### Source data

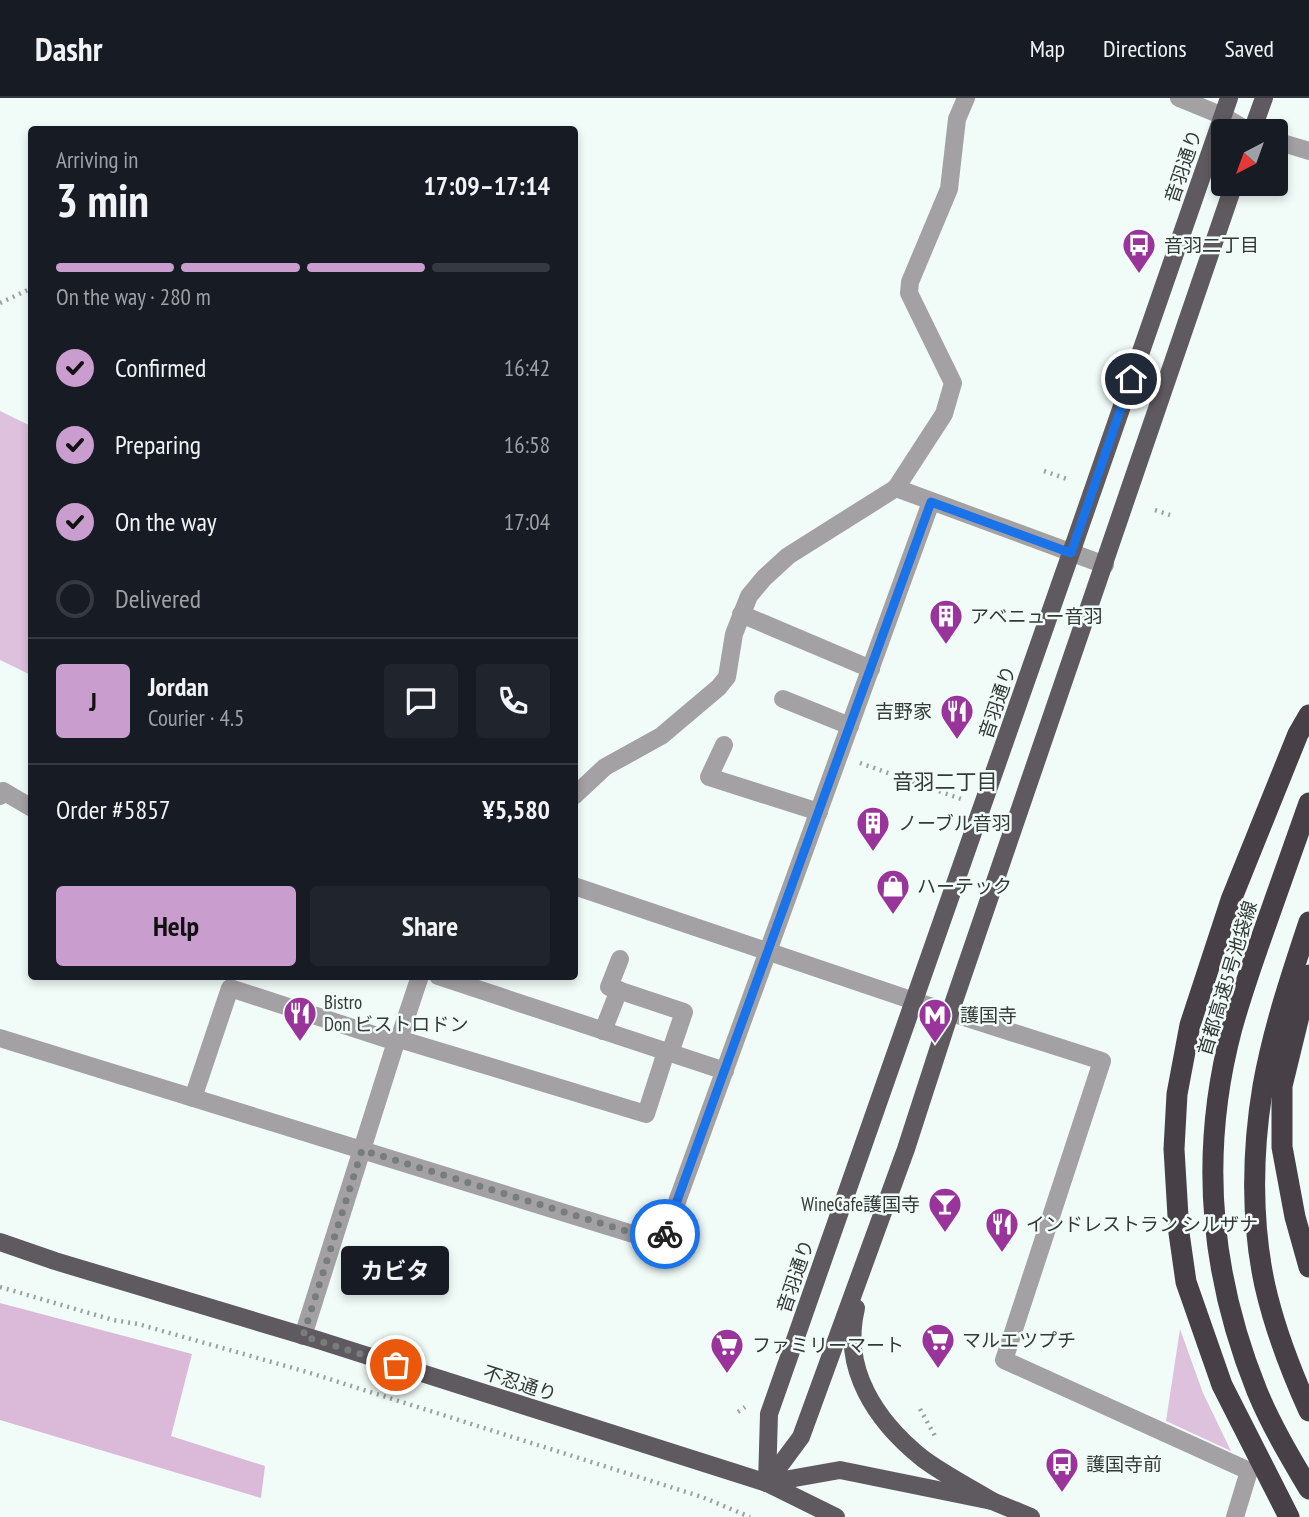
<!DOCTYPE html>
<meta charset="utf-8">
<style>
body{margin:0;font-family:"PT Sans Narrow","Noto Sans JP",sans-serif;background:#20242c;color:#f1f3f6;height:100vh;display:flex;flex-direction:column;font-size:26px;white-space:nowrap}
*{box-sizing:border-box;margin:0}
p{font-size:23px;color:#9ea1a6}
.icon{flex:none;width:38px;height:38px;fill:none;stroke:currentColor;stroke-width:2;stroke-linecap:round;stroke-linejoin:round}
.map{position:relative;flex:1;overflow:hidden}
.side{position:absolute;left:28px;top:28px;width:550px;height:854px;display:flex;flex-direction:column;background:#171b24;border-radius:7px;box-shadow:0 4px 10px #0003}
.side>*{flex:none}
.needle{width:46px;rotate:221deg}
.controls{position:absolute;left:1211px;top:21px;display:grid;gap:14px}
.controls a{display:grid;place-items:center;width:77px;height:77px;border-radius:7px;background:#171b24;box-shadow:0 4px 10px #0003;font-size:35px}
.pin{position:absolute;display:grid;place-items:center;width:60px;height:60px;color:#fff;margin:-30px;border:4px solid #fff;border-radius:50%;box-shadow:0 2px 7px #0007}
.courier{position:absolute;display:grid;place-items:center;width:70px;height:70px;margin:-35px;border:5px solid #1a73e8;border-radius:50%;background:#fff;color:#222;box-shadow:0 2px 9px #0007}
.bubble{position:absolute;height:49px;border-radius:7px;background:#171b24;box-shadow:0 4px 10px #0003;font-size:23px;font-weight:700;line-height:49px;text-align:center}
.summary em{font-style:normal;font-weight:700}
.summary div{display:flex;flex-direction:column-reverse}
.summary{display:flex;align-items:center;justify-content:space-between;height:119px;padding:0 28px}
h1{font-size:46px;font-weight:700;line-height:52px}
.bar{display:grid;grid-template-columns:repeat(4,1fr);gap:10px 7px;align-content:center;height:84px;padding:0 28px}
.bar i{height:9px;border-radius:5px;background:#363941}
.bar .on{background:#c99dcd}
.bar p{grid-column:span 4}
.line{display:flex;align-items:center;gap:18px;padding:0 28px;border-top:2px solid #363941}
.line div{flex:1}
.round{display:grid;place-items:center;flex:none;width:74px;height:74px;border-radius:7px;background:#20242c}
ol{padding:0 28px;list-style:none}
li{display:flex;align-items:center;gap:21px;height:77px}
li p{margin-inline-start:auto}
li .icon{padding:7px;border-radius:50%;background:#c99dcd;color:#111;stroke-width:4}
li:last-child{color:#9ea1a6}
li i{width:38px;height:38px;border:4px solid #363941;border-radius:50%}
.primary-button{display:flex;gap:14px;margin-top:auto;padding:14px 28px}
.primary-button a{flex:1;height:80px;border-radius:7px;background:#c99dcd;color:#111;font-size:28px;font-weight:700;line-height:80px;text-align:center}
.primary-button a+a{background:#20242c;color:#f1f3f6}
header{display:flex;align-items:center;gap:42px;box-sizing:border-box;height:98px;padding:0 35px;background:#171b24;border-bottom:2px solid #363941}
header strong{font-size:33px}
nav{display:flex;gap:38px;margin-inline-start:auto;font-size:24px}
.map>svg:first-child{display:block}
</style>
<header>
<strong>Dashr</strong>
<nav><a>Map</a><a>Directions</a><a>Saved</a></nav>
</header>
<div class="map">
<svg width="1309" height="1419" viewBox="0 0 1309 1419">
<rect width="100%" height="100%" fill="#f1fcf9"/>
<g fill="#dec1dd">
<polygon points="0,313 31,328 31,577 0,562"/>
<polygon points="1180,1231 1203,1295 1231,1353 1166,1323"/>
</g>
<polygon fill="#dbbad9" points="0,1205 192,1256 171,1338 265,1368 261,1400 0,1322"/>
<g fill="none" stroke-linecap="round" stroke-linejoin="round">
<g stroke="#9aa2a0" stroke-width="4.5" stroke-dasharray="2 5" stroke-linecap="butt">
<polyline points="0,205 32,190"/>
<polyline points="1044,373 1070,382"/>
<polyline points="1155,412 1170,417"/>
<polyline points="860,665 961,701"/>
<polyline points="0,1189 113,1222 138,1226 307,1274 702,1399 750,1419"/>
<polyline points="920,1311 935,1338"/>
<polyline points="738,1314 745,1309"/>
</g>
<g stroke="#a4a1a4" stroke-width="18">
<polyline points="1179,0 1223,18 1248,33"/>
<polyline points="1276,43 1309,53"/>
<polyline points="896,390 1105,467"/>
<polyline points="741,516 871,571"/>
<polyline points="783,601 850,628"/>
<polyline points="724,647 709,679 819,714"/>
<polyline points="0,698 3,693 32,710"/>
<polyline points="574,698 605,669 661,638 719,589 727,579 734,536 749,498 764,480 788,458 896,390 944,316 953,285 909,195 910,184 949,91 957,21 966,0"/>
<polyline points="574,788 914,903 1102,963 1004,1262 1249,1373 1235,1419"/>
<polyline points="620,861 609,889 684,914 670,955"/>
<polyline points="438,878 725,973"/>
<polyline points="603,933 619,892"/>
<polyline points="0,940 662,1145 931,404"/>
<polyline points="399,941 646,1016 666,954"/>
<polyline points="193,1000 230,890 396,944"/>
<polyline points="303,1238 396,944 399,941 420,878"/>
</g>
<g stroke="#5f5a5f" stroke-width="18">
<polyline points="1252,33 1264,0"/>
<polyline points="0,1144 55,1163 318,1242 767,1385 836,1419"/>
<path d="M 856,1210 C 841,1271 876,1323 922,1360 C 943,1376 969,1389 992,1403"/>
<polyline points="767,1385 769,1316 1071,455 1229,0"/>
<polyline points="767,1385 801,1339 906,1051 950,915 1234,86"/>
<polyline points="767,1385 840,1372 992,1403 1031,1419"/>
</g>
<g stroke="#474147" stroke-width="21">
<path d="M 1309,705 C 1294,748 1279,791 1263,835 C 1252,866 1241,898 1232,930 C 1199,1054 1209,1174 1257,1293 C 1271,1327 1290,1359 1309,1391"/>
<path d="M 1309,824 C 1291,878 1273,932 1263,988 C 1252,1053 1251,1124 1265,1188 C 1275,1232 1291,1273 1309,1313"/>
<polyline points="1309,877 1282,988 1282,1049 1295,1119 1309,1169"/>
<polyline points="1289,1419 1222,1287 1186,1184 1179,1135 1174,1051 1177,996 1190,927 1231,802 1298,636 1309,617"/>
</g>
</g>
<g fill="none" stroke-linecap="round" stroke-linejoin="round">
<polyline stroke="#767d7b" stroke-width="7" stroke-dasharray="0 12.6" points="396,1267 303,1238 362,1052 662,1144 665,1136"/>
<polyline stroke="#1a73e8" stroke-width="9" points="665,1136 931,404 1071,455 1131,281"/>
</g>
<defs>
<symbol id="bus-pin" viewBox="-11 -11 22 30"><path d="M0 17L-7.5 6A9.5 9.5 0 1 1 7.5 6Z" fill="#99349a" stroke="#f1fcf9"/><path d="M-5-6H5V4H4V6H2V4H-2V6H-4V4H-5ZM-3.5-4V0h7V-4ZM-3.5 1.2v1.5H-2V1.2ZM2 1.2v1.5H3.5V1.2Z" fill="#fff"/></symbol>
<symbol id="building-pin" viewBox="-11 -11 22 30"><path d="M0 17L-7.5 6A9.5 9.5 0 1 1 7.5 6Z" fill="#99349a" stroke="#f1fcf9"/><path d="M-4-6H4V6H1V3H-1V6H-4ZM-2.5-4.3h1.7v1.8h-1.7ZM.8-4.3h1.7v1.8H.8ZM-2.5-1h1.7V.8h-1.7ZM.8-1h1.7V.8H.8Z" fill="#fff"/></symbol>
<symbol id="restaurant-pin" viewBox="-11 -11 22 30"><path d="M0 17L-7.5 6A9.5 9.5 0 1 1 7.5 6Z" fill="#99349a" stroke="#f1fcf9"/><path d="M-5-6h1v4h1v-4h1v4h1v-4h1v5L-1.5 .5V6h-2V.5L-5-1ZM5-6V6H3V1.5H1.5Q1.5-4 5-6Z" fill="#fff"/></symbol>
<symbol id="shop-pin" viewBox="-11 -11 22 30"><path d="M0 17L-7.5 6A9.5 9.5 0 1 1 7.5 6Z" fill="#99349a" stroke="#f1fcf9"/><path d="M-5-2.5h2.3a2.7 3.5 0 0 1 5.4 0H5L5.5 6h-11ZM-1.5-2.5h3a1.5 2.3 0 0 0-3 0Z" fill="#fff"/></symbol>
<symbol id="metro-pin" viewBox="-11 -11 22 30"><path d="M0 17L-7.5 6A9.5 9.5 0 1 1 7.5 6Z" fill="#99349a" stroke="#f1fcf9"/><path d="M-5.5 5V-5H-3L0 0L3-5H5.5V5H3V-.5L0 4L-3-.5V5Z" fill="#fff"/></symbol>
<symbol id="bar-pin" viewBox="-11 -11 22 30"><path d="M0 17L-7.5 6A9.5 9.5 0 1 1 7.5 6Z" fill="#99349a" stroke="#f1fcf9"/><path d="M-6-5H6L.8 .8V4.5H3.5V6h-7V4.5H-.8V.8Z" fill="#fff"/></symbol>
<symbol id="supermarket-pin" viewBox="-11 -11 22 30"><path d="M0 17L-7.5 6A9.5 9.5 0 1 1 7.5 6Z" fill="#99349a" stroke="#f1fcf9"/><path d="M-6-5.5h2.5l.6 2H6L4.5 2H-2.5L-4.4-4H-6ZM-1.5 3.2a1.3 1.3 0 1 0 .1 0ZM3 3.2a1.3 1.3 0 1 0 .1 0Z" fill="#fff"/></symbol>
</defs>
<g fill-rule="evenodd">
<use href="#bus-pin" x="1120" y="128" width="38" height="52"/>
<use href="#building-pin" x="927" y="499" width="38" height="52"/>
<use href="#restaurant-pin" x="938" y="594" width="38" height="52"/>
<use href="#building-pin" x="854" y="706" width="38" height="52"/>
<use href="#shop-pin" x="874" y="769" width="38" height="52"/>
<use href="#restaurant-pin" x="281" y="896" width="38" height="52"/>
<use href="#metro-pin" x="916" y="898" width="38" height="52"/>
<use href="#bar-pin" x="926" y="1087" width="38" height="52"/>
<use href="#restaurant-pin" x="983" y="1107" width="38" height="52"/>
<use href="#supermarket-pin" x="919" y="1223" width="38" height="52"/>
<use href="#supermarket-pin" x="708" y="1228" width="38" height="52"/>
<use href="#bus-pin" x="1043" y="1347" width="38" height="52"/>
</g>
<g text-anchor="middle" stroke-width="5" stroke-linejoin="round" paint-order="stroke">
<g font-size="19" fill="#343837" stroke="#f1fcf9">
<text transform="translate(1183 68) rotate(-71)" y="7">音羽通り</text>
<text transform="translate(997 604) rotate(-71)" y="7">音羽通り</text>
<text transform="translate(1227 880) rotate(-73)" y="7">首都高速5号池袋線</text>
<text transform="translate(795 1178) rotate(-71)" y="7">音羽通り</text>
<text transform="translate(520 1285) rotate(18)" y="7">不忍通り</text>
</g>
<g font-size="19" fill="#343837" stroke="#f1fcf9" text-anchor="start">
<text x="1164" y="154">音羽二丁目</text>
<text x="970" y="525">アベニュー音羽</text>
<text x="932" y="620" text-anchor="end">吉野家</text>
<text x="898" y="732">ノーブル音羽</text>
<text x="917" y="795">ハーテック</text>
<text x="324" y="911">Bistro<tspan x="324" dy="22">Don ビストロドン</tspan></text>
<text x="960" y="924">護国寺</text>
<text x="920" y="1113" text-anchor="end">WineCafe護国寺</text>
<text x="1026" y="1133">インドレストラン シルザナ</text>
<text x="962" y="1249">マルエツプチ</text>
<text x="752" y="1254">ファミリーマート</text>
<text x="1086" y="1373">護国寺前</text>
</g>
<g font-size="21" fill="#343837" stroke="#f1fcf9">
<text x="945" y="691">音羽二丁目</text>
</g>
</g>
</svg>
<div class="controls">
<a><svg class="needle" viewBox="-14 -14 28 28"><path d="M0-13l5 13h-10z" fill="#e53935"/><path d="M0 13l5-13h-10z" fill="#9ea1a6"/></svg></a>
</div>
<div class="pin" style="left:396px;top:1267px;background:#ea580c"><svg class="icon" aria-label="bag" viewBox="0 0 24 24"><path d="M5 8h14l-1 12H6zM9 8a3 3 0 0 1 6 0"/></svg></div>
<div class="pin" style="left:1131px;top:281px;background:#1f2937"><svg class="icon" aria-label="home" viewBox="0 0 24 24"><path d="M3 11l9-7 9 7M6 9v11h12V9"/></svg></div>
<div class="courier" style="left:665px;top:1136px"><svg class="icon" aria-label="bike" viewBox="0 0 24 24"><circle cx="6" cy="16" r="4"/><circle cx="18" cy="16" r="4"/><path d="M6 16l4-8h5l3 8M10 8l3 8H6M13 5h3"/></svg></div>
<div class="bubble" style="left:341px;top:1148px;width:108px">カビタ</div>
<section class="side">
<div class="summary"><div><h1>3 min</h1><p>Arriving in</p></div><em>17:09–17:14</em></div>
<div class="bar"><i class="on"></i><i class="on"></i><i class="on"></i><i></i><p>On the way · 280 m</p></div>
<ol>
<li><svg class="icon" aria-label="check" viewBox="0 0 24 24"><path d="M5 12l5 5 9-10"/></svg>Confirmed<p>16:42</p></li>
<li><svg class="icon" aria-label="check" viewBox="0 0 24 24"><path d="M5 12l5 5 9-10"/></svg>Preparing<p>16:58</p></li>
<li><svg class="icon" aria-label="check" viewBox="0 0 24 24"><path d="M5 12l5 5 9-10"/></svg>On the way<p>17:04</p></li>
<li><i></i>Delivered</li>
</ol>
<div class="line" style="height:126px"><b class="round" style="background:#c99dcd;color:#111">J</b><div><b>Jordan</b><p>Courier · 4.5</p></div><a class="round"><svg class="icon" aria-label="chat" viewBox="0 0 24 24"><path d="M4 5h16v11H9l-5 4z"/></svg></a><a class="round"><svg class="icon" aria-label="phone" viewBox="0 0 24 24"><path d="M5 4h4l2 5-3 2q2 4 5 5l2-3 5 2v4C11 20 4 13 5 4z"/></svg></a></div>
<div class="line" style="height:91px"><div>Order #5857</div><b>¥5,580</b></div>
<div class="primary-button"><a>Help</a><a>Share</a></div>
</section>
</div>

### Try it
Collect the lines of the records that include the string "summary".

### Task solution
.summary em{font-style:normal;font-weight:700}
.summary div{display:flex;flex-direction:column-reverse}
.summary{display:flex;align-items:center;justify-content:space-between;height:119px;padding:0 28px}
<div class="summary"><div><h1>3 min</h1><p>Arriving in</p></div><em>17:09–17:14</em></div>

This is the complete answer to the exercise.